Elphaba, who would not speak yet, made a low growl in the pocket of her throat.
“I don’t like it,” said Nanny. “Let’s finish up and dry these things back at the house. Enough is enough. Besides, I have other things I want to say to you. Let’s give the child to Turtle Heart and let’s go off somewhere.” She shuddered. “Somewhere safe.”
“What you have to say you can say within earshot of Elphaba,” said Melena. “You know she doesn’t understand a word.”
“You confuse not speaking with not listening,” said Nanny. “I think she understands plenty.”
“Look, she’s smearing fruit on her neck, like a cologne—”

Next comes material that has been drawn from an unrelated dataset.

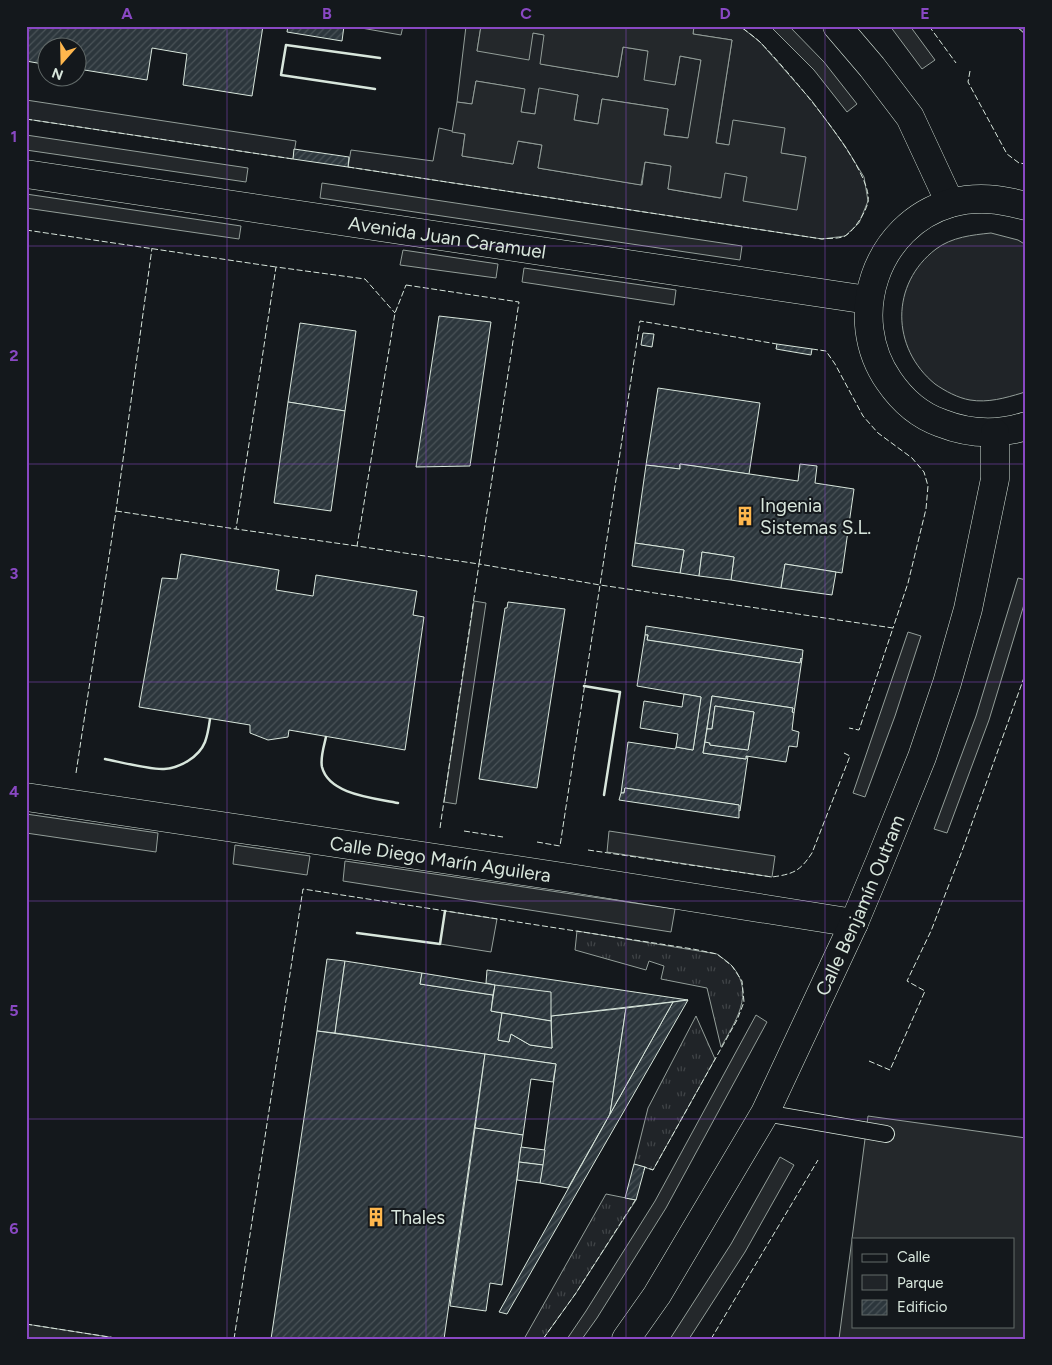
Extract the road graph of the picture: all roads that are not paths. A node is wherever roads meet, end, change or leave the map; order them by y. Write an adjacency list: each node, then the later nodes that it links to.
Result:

“Like a war paint, you mean.”
“Oh, dour Nanny, stop being such a goose and scrub those sheets harder. They’re filthy.”
“I need hardly ask whose sweat and leakage this is . . .”
“Oh you, no you needn’t ask, but don’t start moralizing at me—”
“But you know Frex is bound to notice sooner or later. These energetic afternoon naps you take—well, you always had an eye for the fellow with a decent helping of sausage and hard-boiled eggs—”
“Nanny, come, this is none of your affair.”
“More’s the pity,” said Nanny, sighing. “Isn’t aging a cruel hoax? I’d trade my hard-won pearls of wisdom for a good romp with Uncle Flagpole any day.”